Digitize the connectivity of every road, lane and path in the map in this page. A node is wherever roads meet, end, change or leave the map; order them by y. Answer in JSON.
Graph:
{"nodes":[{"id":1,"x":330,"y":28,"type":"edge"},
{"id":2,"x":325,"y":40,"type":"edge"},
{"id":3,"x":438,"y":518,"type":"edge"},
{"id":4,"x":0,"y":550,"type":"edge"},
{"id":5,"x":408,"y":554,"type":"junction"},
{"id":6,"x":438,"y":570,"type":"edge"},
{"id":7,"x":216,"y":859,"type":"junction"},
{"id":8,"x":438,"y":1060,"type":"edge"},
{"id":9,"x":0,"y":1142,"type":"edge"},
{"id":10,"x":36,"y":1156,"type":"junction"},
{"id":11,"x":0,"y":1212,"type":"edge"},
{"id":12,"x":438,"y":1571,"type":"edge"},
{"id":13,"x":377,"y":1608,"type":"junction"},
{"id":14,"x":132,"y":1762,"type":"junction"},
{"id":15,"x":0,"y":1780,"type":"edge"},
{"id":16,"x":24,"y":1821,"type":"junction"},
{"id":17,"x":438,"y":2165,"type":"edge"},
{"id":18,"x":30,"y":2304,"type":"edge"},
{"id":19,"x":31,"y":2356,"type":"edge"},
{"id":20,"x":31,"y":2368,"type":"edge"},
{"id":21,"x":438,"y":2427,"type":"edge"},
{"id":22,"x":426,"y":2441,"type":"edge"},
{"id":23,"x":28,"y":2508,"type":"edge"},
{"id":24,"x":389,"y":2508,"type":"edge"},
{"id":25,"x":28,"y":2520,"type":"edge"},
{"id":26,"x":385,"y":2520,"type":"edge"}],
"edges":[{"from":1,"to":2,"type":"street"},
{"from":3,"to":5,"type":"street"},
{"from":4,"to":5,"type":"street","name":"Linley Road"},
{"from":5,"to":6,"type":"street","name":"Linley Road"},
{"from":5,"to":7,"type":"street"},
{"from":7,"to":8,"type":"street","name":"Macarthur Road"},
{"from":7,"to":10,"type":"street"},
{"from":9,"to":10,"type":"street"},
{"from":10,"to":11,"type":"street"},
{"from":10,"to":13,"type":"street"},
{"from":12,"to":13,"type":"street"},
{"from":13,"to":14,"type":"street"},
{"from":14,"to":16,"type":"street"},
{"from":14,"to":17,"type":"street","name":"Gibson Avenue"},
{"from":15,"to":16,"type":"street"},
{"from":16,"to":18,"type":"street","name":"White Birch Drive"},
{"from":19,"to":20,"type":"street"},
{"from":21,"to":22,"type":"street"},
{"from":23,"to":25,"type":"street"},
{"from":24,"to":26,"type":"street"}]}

Problem: Copy the lines that hold the word "junction". Take them from the records above.

Exercise result:
{"id":5,"x":408,"y":554,"type":"junction"},
{"id":7,"x":216,"y":859,"type":"junction"},
{"id":10,"x":36,"y":1156,"type":"junction"},
{"id":13,"x":377,"y":1608,"type":"junction"},
{"id":14,"x":132,"y":1762,"type":"junction"},
{"id":16,"x":24,"y":1821,"type":"junction"},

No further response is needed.